For me it makes no sense to talk about why a decision has been made without any context. So I will try to give some context on what was happening when we decided to give Go a shot.
We started to work at Neoway with the Go language for a year and a half right now, and on this post I will try to pass on some of the experience of learning Go.
By no means this is a representation of the experience of everyone at Neoway, there is a lot of teams working with Go. This is a very narrow and personal view on how was to me the process of learning and developing Go code.
Our team is responsible for capturing data on the web. So we basically develop scrapers and all services required for the scrapers to work properly. Right now I will focus only on the services providing support for the scrapers.
It was 2015, the second quarter, and we had something like 200 scrapers already developed on a engine that was really hard to maintain.
Why it was very hard to maintain ? The usual:
- lots of bugs
- no ones understands the code
- no tests
- no clear thought about design on the code
- strong coupling with the database
- sadly even the DSL used to write the scrapers is coupled on the database
We basically had what is described on this talk by Robert Martin, but not the good side, the bad side.
There was no clear architecture and service boundaries, everything was floating around the database. Besides the obvious disadvantage of being very hard to understand (concepts like scheduling and storage were all mixed up there) we got hit by a even harder problem, the database was not scaling well anymore, this was the trigger to start a new architecture that would have clear boundaries/services and would have to scale just as the needs of the clients was scaling.

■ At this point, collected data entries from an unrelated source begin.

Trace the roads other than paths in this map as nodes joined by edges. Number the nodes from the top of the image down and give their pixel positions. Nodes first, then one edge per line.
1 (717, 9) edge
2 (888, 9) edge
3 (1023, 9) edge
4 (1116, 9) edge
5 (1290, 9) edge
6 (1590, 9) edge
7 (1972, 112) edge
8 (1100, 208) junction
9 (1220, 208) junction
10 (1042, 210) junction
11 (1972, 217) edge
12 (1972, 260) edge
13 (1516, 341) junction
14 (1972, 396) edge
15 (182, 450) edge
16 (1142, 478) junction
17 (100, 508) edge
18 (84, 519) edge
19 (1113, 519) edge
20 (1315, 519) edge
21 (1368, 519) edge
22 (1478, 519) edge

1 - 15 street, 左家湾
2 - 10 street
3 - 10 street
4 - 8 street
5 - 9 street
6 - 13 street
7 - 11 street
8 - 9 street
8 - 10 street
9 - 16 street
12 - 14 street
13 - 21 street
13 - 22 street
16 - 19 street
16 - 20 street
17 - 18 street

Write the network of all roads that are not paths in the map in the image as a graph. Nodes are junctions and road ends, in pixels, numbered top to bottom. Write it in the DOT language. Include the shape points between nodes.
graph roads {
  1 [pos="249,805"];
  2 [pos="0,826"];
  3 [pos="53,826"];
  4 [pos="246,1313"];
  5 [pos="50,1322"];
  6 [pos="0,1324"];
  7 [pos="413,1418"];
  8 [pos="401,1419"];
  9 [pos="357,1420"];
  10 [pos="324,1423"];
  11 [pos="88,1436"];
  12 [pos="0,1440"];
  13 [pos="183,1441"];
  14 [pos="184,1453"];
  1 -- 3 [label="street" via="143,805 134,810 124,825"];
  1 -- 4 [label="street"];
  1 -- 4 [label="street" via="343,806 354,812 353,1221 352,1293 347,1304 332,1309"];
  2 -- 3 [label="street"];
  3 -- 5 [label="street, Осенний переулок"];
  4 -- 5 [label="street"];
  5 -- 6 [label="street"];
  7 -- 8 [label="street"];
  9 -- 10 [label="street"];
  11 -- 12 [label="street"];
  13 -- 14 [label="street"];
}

This little history is the reason why I work at Neoway, I got hired to work here exactly to help with this work. So we had a lot of cool choices to make, how the new scrappers where going to be developed and how the services around them would be developed.
To scrap data from the web we decided to use Scrapy, which uses Twisted to handle the heavy I/O based workload without requiring a ridiculously amount of threads to enable high concurrency. I wont get in much detail on these right now, but if you are interested they are fairly well documented.
The services that we needed to develop were:
- Proxy providing
- Captcha breaking
- Storage for the scrapers (where raw data is saved so we can trace parsed data to original raw data)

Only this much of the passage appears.